This is my attempt to clear up some misconceptions about CouchDB and point out some technical details that a lot of people seem to have overlooked. For the record, I like Damien Katz's blog, he seems like a great programmer, and Erlang looks cool. Please don't hurt me.
First, and most important: CouchDB is not a distributed database. BigTable is a distributed database. Cassandra and dynomite are distributed databases. (And open source, and based on a better design than BigTable. More on this in another post.) It's true that with CouchDB you can "shard" data out to different instances just like you can with MySQL or PostgreSQL. That's not what people think when they see "distributed database." It's also true that CouchDB has good replication, but even multi-master replication isn't the same as a distributed database: you're still limited to the write throughput of the slowest machine.

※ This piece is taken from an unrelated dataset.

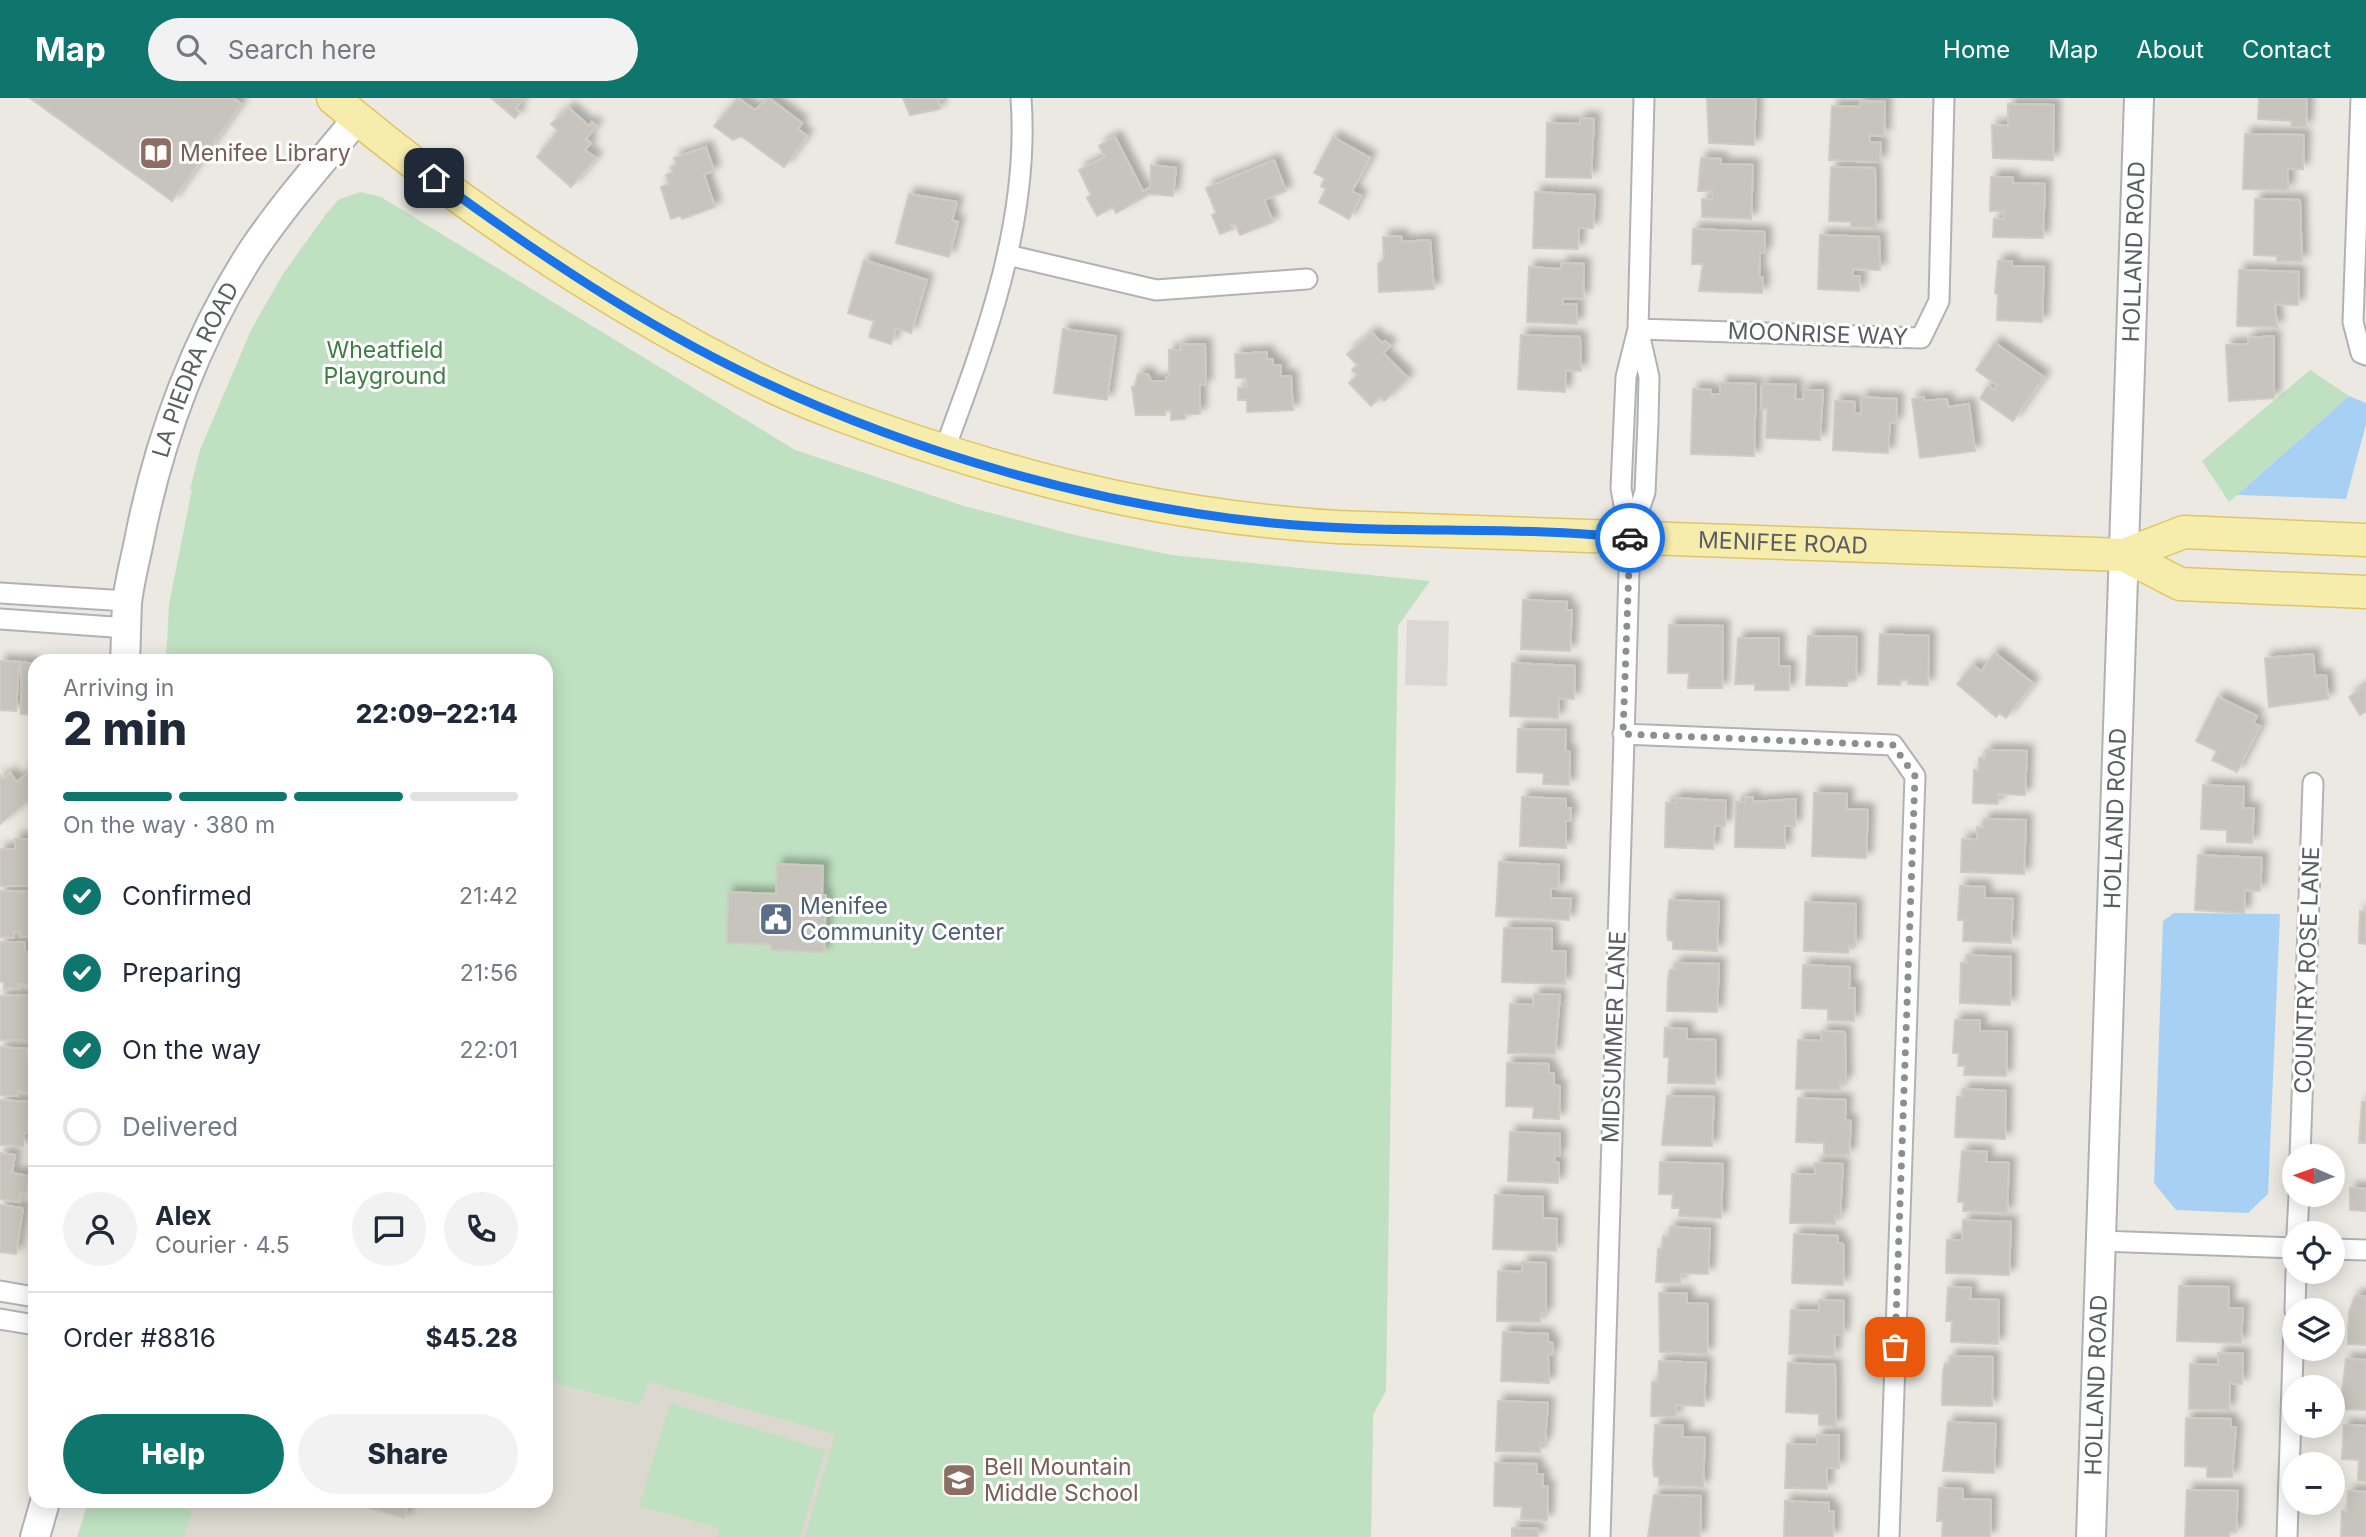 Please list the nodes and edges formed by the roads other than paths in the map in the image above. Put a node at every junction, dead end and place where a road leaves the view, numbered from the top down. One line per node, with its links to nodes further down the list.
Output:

Here are some reasons you should think twice and do careful testing before using CouchDB in a non-toy project:
- Writes are serialized. Not serialized as in the isolation level, serialized as in there can only be one write active at a time. Want to spread writes across multiple disks? Sorry.

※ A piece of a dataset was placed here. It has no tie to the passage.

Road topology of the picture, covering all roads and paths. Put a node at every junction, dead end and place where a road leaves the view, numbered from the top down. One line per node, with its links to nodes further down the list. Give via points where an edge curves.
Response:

- CouchDB uses a MVCC model, which means that updates and deletes need to be compacted for the space to be made available to new writes. Just like PostgreSQL, only without the man-years of effort to make vacuum hurt less.

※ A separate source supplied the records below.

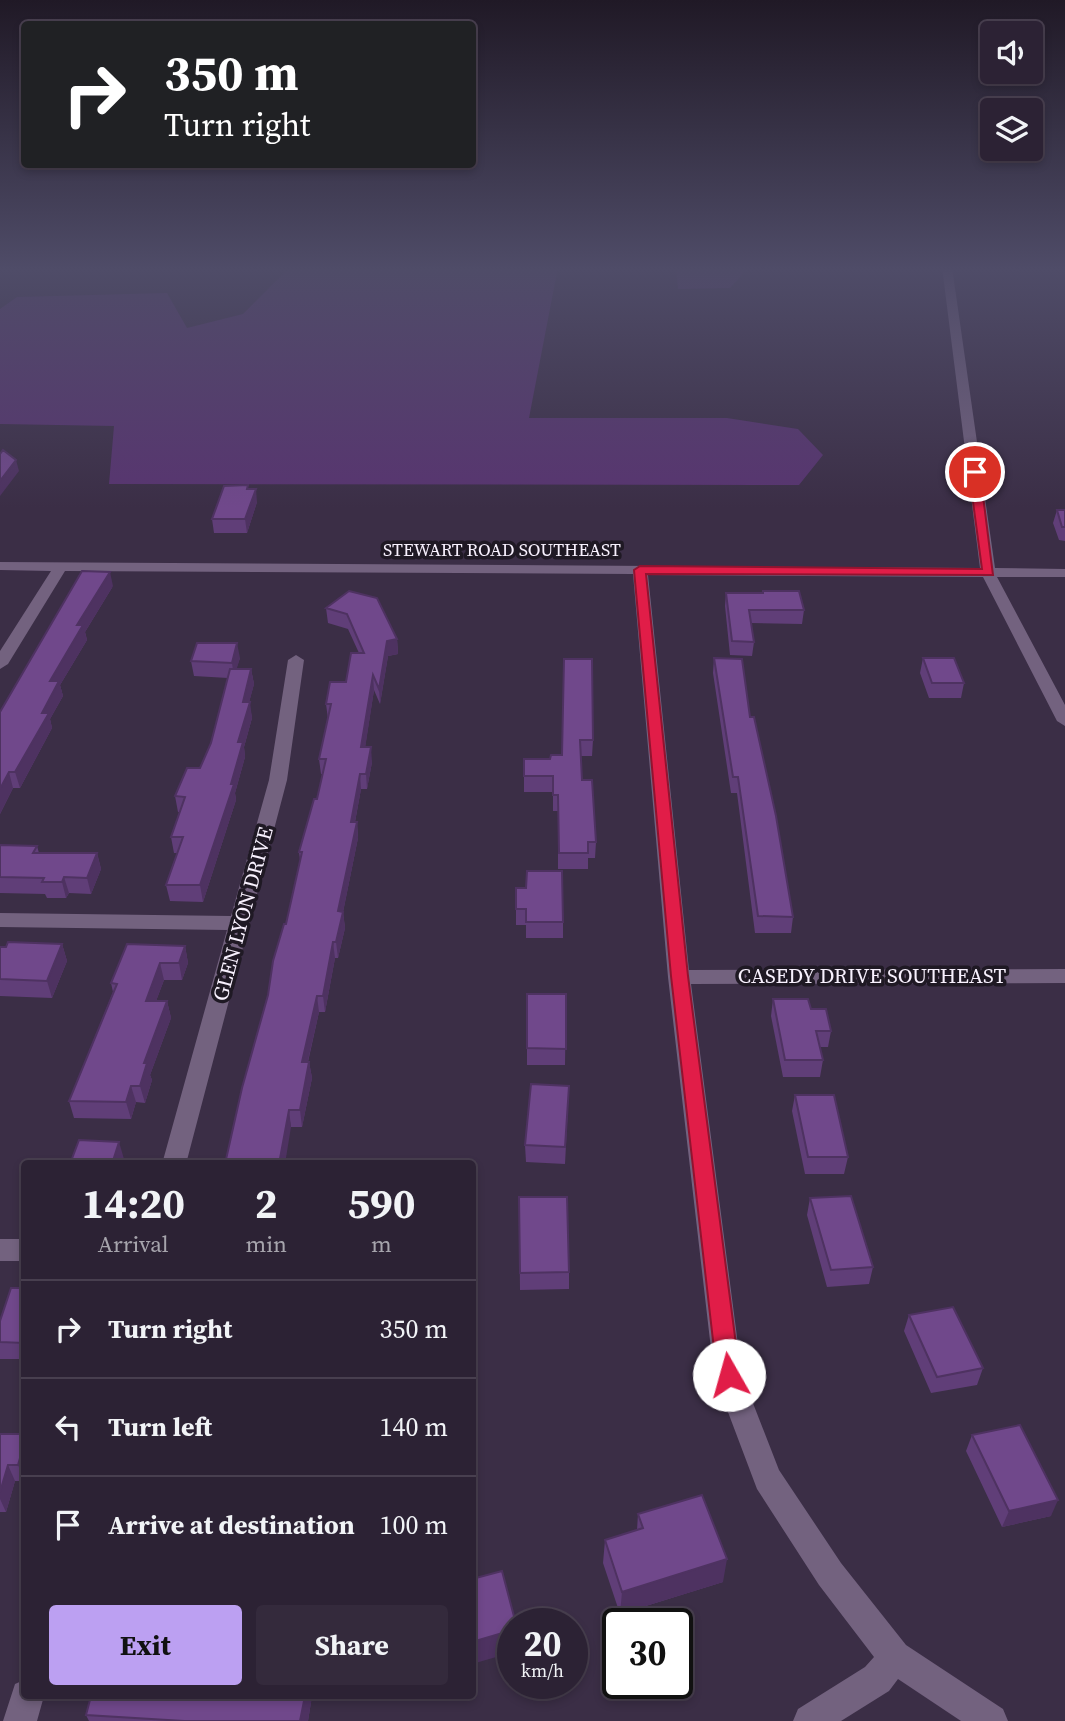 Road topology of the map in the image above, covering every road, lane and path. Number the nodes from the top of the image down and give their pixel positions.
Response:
1 (958, 347) edge
2 (0, 566) edge
3 (60, 567) junction
4 (640, 570) junction
5 (989, 573) junction
6 (1065, 573) edge
7 (296, 660) dead end
8 (0, 664) edge
9 (1065, 721) edge
10 (0, 920) edge
11 (241, 923) junction
12 (679, 976) junction
13 (1065, 976) edge
14 (175, 1160) edge
15 (0, 1250) edge
16 (21, 1250) edge
17 (894, 1657) junction
18 (26, 1699) edge
19 (20, 1721) edge
20 (810, 1721) edge
21 (991, 1721) edge

1 - 5 street
2 - 3 street, STEWART ROAD SOUTHEAST
3 - 4 street, STEWART ROAD SOUTHEAST
3 - 8 street
4 - 5 street, STEWART ROAD SOUTHEAST
4 - 12 street
5 - 6 street, STEWART ROAD SOUTHEAST
5 - 9 street
7 - 11 street, GLEN LYON DRIVE
10 - 11 street
11 - 14 street, GLEN LYON DRIVE
12 - 13 street, CASEDY DRIVE SOUTHEAST
12 - 17 street
15 - 16 street
17 - 20 street
17 - 21 street
18 - 19 street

- CouchDB is simple. Gloriously simple. Why is that a negative? It's competing with systems (in the popular imagination, if not in its author's mind) that have been maturing for years. The reason PostgreSQL et al have those features is because people want them. And if you don't, you should at least ask a DBA with a few years of non-MySQL experience what you'll be missing. The majority of CouchDB fans don't appear to really understand what a good relational database gives them, just as a lot of PHP programmers don't get what the big deal is with namespaces.
- A special case of simplicity deserves mention: nontrivial queries must be created as a view with mapreduce. MapReduce is a great approach to trivially parallelizing certain classes of problem. The problem is, it's tedious and error-prone to write raw MapReduce code. This is why Google and Yahoo have both created high-level languages on top of it (Sawzall and Pig, respectively). Poor SQL; even with DSLs being the new hotness, people forget that SQL is one of the original domain-specific languages. It's a little verbose, and you might be bored with it, but it's much better than writing low-level mapreduce code.